Meet the Patels

Part home movie, and part romantic comedy, Meet the Patels is a documentary crafted by brother-sister team Ravi V. Patel and Geeta V. Patel. The crux of the film lies within Ravi’s (and, it’s implied, many Indian Americans’) life crisis: The former investment banker-turned-actor/comedian is nearly 30 and still single, which sends him—and his traditional Indian mom and dad, Champa and Vasant—into panic mode. Ravi wants to find love, pronto, so he and his sister Geeta document his search, touching upon universal themes of family and cultural appropriation despite the specifically personal nature of their narrative.
The film begins with a breakup between Ravi and his red-headed American girlfriend, Audrey, who he’d been dating for a couple years, keeping her secret from his parents the whole time. Though he’s reeling and depressed after the end of his first real relationship, he travels with his parents and sister on their annual vacation to India. In lighthearted voiceover (which runs throughout the film), Ravi likens his now-existential trip to find himself to Elizabeth Gilbert’s memoir, Eat, Pray, Love: “I was that girl. Except my family was with me the entire time…The entire time.”

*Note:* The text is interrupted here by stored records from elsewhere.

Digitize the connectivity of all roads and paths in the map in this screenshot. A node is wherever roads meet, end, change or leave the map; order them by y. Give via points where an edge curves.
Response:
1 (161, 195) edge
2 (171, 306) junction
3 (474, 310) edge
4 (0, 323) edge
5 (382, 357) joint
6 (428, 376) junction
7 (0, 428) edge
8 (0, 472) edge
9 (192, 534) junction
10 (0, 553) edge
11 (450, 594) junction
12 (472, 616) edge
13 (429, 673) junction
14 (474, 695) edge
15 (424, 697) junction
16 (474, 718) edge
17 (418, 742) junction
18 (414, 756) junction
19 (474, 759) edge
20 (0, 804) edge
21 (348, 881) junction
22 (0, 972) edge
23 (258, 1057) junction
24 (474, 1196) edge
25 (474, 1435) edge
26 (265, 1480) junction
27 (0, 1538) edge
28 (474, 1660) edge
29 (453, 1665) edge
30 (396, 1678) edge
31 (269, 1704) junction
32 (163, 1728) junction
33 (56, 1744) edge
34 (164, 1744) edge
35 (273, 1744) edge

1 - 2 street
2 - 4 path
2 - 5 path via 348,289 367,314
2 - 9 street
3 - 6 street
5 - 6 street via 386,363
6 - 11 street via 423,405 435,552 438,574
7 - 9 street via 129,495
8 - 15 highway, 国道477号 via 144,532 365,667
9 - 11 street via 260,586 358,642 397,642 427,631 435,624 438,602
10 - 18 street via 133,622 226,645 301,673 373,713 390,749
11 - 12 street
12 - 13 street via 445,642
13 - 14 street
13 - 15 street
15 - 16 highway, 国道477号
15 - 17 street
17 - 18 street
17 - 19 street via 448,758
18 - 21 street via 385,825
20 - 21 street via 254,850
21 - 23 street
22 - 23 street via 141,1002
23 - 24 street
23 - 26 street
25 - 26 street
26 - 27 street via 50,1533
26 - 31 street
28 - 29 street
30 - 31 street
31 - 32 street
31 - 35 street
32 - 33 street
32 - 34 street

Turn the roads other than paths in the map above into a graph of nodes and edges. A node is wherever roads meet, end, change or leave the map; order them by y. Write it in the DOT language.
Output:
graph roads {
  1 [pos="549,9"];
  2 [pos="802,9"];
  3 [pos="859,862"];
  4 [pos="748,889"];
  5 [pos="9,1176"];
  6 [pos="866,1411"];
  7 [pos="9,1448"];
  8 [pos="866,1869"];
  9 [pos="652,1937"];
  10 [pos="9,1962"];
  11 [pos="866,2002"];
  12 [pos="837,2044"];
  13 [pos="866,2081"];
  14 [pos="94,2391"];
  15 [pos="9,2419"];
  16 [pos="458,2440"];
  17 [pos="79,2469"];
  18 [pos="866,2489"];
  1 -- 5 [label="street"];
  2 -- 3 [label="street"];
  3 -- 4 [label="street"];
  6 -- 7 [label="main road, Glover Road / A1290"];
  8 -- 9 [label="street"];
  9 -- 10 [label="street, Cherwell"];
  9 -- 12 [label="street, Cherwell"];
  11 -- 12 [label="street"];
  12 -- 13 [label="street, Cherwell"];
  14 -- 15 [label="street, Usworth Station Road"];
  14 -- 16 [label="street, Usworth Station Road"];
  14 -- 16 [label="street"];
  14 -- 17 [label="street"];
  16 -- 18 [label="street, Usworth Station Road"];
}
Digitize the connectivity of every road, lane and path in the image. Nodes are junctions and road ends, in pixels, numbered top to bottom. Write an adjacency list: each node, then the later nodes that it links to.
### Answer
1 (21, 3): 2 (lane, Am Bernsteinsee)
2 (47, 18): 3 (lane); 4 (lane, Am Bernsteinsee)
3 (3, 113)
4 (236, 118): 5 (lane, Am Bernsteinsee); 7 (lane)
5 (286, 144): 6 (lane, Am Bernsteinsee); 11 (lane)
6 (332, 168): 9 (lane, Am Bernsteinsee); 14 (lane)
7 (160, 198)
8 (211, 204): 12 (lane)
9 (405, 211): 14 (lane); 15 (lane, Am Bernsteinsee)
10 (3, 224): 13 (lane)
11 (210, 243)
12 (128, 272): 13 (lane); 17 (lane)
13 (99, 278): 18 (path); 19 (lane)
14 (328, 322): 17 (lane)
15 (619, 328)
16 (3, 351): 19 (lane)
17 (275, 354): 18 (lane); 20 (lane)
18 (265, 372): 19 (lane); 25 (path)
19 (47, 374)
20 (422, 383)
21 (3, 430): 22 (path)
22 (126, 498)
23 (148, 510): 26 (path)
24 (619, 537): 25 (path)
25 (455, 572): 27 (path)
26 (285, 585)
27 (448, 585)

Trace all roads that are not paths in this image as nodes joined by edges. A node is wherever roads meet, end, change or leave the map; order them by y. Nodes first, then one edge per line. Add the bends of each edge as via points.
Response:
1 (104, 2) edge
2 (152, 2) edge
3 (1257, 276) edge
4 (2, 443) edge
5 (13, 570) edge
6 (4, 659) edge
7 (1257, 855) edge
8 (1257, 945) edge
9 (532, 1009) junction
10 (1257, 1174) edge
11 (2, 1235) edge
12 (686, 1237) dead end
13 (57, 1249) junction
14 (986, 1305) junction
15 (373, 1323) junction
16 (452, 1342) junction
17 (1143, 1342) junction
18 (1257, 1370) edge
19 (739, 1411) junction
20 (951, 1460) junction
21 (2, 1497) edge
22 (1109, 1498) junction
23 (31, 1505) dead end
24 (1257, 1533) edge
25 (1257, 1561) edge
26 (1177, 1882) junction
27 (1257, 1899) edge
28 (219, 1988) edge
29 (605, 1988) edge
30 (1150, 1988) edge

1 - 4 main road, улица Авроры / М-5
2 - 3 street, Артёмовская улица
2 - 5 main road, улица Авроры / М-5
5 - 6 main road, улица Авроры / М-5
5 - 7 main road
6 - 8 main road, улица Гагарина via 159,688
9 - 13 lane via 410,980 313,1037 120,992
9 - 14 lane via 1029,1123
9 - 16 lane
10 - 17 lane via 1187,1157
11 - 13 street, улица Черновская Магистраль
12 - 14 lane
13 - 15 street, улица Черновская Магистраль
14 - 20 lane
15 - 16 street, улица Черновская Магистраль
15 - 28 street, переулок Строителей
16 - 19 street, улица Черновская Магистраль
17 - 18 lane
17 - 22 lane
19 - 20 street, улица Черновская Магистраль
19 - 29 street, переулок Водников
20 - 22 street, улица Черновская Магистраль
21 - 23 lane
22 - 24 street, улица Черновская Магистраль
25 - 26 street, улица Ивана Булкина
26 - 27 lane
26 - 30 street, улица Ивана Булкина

During the India trip, and in meeting with his extended family, Ravi decides to do whatever it takes to find a wife. He looks to his parents’ and others’ successful arranged marriages and agrees at least to consider a semi-arranged marriage, set up by his mom, dad, aunties, uncles or whomever else might know of an eligible woman—ideally also named Patel. Which is when the purview of the film grows, becoming an eye-opening examination of a particular plot of Indian culture (namely, the state of Gujarat). This is where Ravi’s parents are from, and in Gujarat, Patels marry other Patels—it’s not incest, it’s more of a “caste thing,” Ravi says, in which eligible singlets pair up with others generally within the same 50-square-mile tract of land. Ravi admits that the tradition is weird, yet totally normal to first-generation Indian Americans like himself. Still, even he seems baffled by the barely discernible nuances between Patels and their respective territories when his father explains it all to him, map in hand.
Next, we follow Ravi on his dating frenzy, in which his parents put their networking skills into overdrive. Ravi fills out his “biodata”—an infosheet for making matches—that asks detailed, pertinent questions about such “values” as skin tone, caste and religion, replete with headshots and resumes tailored for potential relationships. Ideally, according to the film, the lighter the skin tone the better, but these dating qualifiers are casually brushed aside, and Ravi and Geeta miss a pretty obvious opportunity to delve further into prejudices within the Indian culture in terms of race, religion and social status, especially coming from a film that explicates its cultural differences quite overtly.